**EXERCISE DETAILS:**
Could you copy each line of the entries that contains "roads"?

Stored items
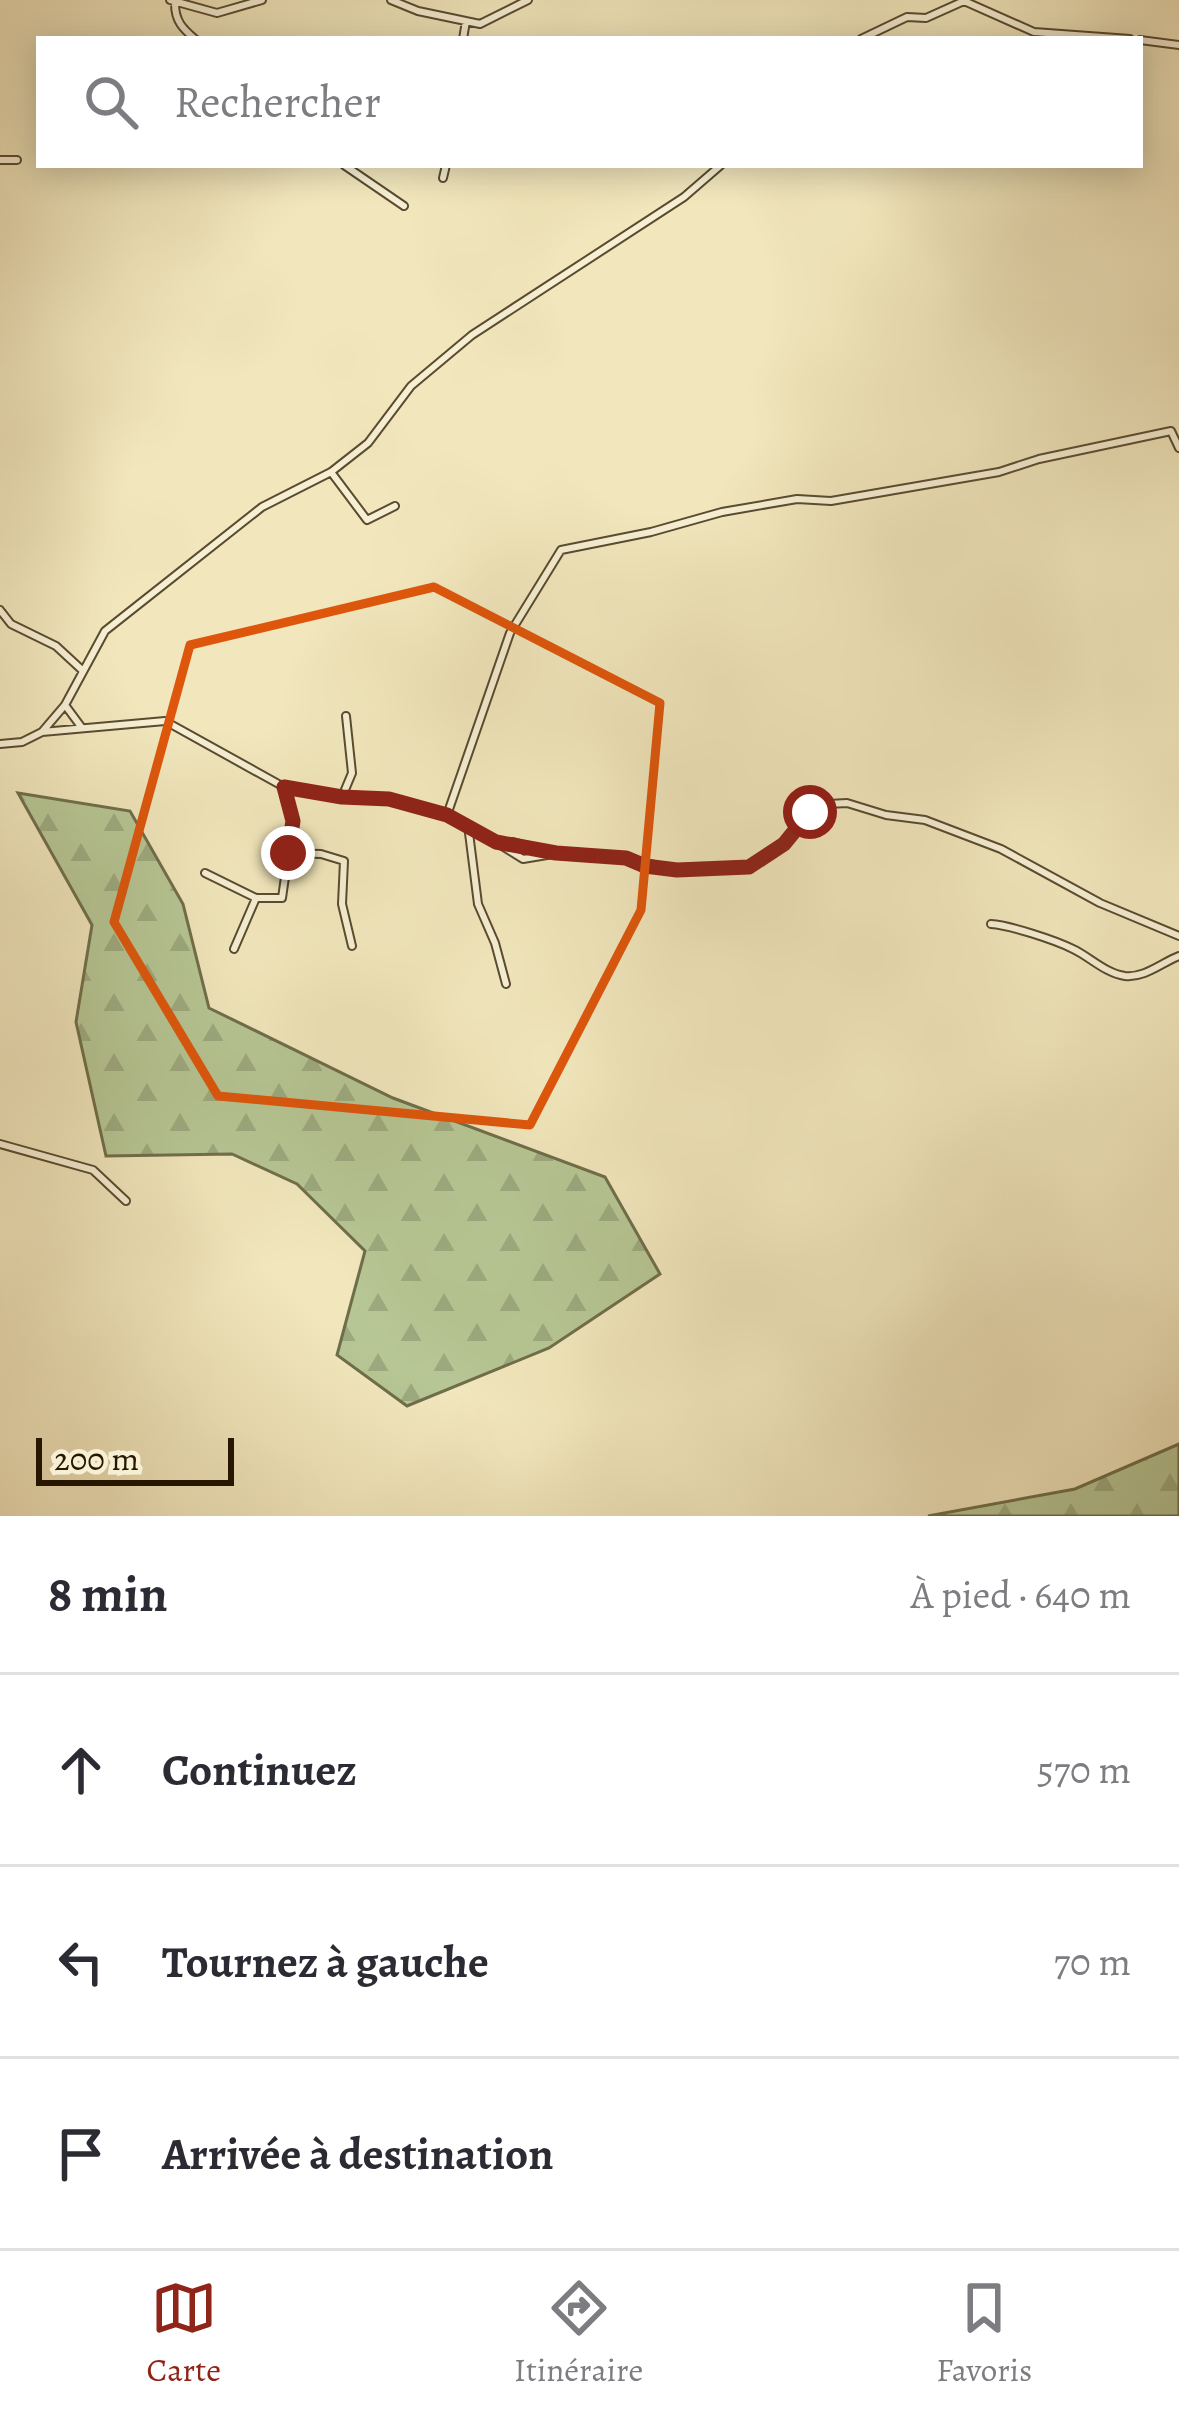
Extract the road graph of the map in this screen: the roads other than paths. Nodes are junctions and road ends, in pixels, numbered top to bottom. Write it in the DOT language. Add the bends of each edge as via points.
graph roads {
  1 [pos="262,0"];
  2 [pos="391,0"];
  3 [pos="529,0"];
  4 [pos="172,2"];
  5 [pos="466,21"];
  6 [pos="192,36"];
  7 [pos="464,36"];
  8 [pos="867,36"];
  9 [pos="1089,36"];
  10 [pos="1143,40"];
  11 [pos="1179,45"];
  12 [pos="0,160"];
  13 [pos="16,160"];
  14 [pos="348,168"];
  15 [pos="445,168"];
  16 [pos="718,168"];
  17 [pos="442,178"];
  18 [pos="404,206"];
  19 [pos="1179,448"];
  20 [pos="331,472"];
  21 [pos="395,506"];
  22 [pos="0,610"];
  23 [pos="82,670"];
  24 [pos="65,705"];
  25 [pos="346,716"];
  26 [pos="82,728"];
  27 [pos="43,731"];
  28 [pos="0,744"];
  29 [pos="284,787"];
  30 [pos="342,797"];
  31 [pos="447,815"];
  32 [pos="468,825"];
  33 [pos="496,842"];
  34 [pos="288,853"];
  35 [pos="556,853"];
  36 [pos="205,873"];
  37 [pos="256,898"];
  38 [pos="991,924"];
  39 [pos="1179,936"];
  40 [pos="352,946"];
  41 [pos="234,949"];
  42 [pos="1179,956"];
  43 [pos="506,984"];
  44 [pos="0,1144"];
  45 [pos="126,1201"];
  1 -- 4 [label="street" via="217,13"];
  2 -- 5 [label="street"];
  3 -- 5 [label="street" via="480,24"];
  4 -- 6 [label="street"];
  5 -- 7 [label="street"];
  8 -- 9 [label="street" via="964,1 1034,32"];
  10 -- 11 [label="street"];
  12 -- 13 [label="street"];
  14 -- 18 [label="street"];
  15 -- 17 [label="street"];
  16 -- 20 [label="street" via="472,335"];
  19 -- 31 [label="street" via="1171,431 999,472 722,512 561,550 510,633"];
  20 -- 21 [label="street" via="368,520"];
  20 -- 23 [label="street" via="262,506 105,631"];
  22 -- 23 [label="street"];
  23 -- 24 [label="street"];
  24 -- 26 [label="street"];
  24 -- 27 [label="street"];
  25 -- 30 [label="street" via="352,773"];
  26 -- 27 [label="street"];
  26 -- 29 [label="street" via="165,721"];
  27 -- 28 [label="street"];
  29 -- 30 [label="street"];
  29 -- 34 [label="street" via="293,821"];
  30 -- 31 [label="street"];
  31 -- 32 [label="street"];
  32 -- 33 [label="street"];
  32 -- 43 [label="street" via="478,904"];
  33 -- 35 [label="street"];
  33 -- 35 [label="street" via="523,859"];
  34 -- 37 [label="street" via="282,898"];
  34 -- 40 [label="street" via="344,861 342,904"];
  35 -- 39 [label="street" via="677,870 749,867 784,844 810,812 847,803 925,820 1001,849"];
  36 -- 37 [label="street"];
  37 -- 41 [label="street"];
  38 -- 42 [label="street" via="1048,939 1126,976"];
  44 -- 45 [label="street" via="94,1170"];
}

**ANSWER BOX:**
Extract the road graph of the map in this screen: the roads other than paths. Nodes are junctions and road ends, in pixels, numbered top to bottom. Write it in the DOT language. Add the bends of each edge as via points.
graph roads {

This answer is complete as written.